A Comissão de Valores Mobiliários (CVM) estuda colocar em norma a dispensa da necessidade de haver um agente fiduciário em uma operação de tokenização de ativos. A declaração veio de Antonio Berwanger, diretor de desenvolvimento de mercado da CVM, durante painel no Blockchain.RIO 2026.
De acordo com Berwanger, a securitizadora muitas vezes tem uma posição dupla em ofertas de tokens pela regra de crowdfunding, de modo que fica dispensável a figura do agente fiduciário. “Há um espaço muito claro de possibilidade de dispensa do agente fiduciário”, afirmou.

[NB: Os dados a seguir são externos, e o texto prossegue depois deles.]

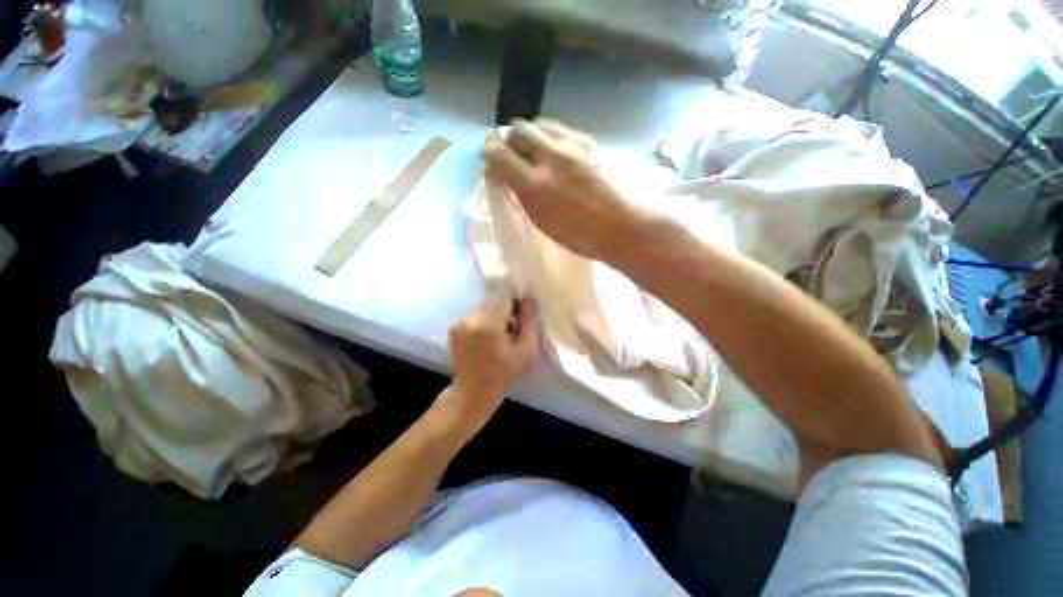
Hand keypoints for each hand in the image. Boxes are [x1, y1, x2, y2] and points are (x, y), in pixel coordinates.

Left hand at [446, 299, 538, 416]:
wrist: (474, 391)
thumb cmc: (505, 373)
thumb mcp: (527, 351)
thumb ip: (529, 323)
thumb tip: (527, 301)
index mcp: (487, 324)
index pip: (505, 298)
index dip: (515, 304)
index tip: (520, 317)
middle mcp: (469, 318)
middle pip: (493, 300)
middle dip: (504, 309)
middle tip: (511, 328)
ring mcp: (459, 322)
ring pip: (483, 305)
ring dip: (493, 314)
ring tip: (498, 334)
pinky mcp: (454, 326)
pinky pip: (474, 313)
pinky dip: (483, 319)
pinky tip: (486, 336)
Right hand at [484, 118, 645, 259]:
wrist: (624, 227)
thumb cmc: (581, 236)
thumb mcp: (543, 222)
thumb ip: (522, 195)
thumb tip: (505, 176)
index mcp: (535, 186)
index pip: (499, 155)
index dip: (490, 154)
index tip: (490, 159)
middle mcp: (551, 158)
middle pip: (519, 130)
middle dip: (510, 139)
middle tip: (512, 153)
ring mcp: (572, 146)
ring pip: (541, 124)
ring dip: (531, 134)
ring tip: (533, 150)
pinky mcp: (590, 142)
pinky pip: (562, 129)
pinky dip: (551, 135)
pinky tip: (556, 150)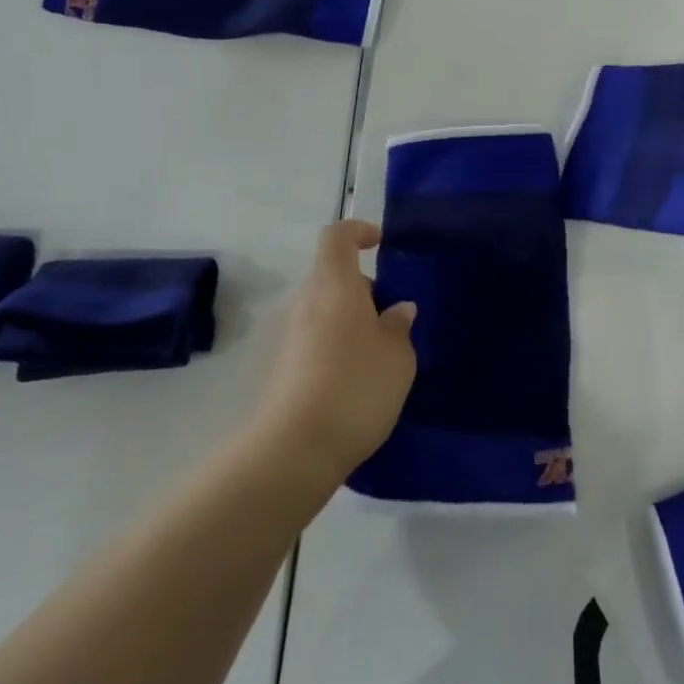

Hoje, a tokenização de ativos, ou seja, o registro em blockchain de produtos financeiros que vão de debêntures a recebíveis de cartões, é abarcada pela regra da Resolução CVM 88, que trata de financiamento via crowdfunding e permite dispensar uma série de intermediários. No entanto, o agente fiduciário ainda aparece como uma das figuras obrigatórias para a emissão de um título.
O Ofício Circular 6/2025 da CVM afirmou que a contratação de agente fiduciário é “condição obrigatória para a oferta dos patrimônios separados correspondentes aos certificados de recebíveis ou outros títulos e valores mobiliários emitidos por companhias securitizadoras”.
Agente fiduciário é uma instituição financeira ou entidade autorizada que atua como representante e defensora dos direitos dos investidores em títulos de dívida (como debêntures, notas comerciais e CRIs/CRAs), fiscalizando a empresa emissora e garantindo o cumprimento do contrato.